HomeA la uneLIBERTE PROVISOIRE REFUSEE A L’EX-PRESIDENT DU PARLEMENT NIGERIEN : Hama Amadou doit s’en prendre à lui-même

LIBERTE PROVISOIRE REFUSEE A L’EX-PRESIDENT DU PARLEMENT NIGERIEN : Hama Amadou doit s’en prendre à lui-même


 

Du grain de sable dans le couscous de Hama Amadou. En effet, la liberté provisoire dont il comptait bénéficier, lui a été refusée par la Cour d’appel. Alors même qu’il était certainement encore en train de savourer la validation de sa candidature à la prochaine présidentielle, l’ex-président du Parlement nigérien a vu ses espoirs douchés par une autre décision judiciaire. La Cour d’appel de Niamey a opposé, hier lundi, une fin de non recevoir à sa demande de liberté provisoire. En rappel, l’ex-président du Parlement nigérien a des démêlés avec la Justice de son pays qui l’accuse d’avoir trempé dans un trafic de bébés en provenance du Nigeria. Il avait dû fuir le pays, pour échapper à ce qu’il qualifie de cavale judiciaire contre sa personne, et est rentré dans l’optique de se présenter à la prochaine présidentielle.
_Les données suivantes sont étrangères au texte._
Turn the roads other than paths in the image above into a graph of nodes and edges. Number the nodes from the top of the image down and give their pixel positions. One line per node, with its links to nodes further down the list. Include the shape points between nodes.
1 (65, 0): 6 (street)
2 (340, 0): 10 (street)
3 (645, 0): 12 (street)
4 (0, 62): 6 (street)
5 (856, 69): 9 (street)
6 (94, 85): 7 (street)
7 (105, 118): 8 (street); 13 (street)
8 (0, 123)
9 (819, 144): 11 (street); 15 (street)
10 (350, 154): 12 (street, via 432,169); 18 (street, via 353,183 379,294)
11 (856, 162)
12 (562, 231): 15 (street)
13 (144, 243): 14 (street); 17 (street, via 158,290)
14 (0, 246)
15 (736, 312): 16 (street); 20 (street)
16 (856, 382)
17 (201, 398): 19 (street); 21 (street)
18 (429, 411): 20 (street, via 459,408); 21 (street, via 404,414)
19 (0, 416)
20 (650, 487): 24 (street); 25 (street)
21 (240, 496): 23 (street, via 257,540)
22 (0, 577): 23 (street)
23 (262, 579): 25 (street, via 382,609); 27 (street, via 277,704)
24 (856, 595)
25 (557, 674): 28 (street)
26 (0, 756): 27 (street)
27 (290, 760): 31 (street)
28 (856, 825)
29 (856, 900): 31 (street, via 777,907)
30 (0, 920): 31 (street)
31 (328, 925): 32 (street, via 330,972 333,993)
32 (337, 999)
Histoire certainement de régler ses comptes avec le président Mahamadou Issoufou qu’il accuse d’être, en sous-main, l’instigateur des poursuites à son encontre. Arrêté dès son arrivée au pays, Hama Amadou avait vu sa première demande de libération provisoire échouée. Avec ce nouvel échec de sa requête, on peut dire que le chemin de croix continue pour l’ex-président de l’Assemblée nationale.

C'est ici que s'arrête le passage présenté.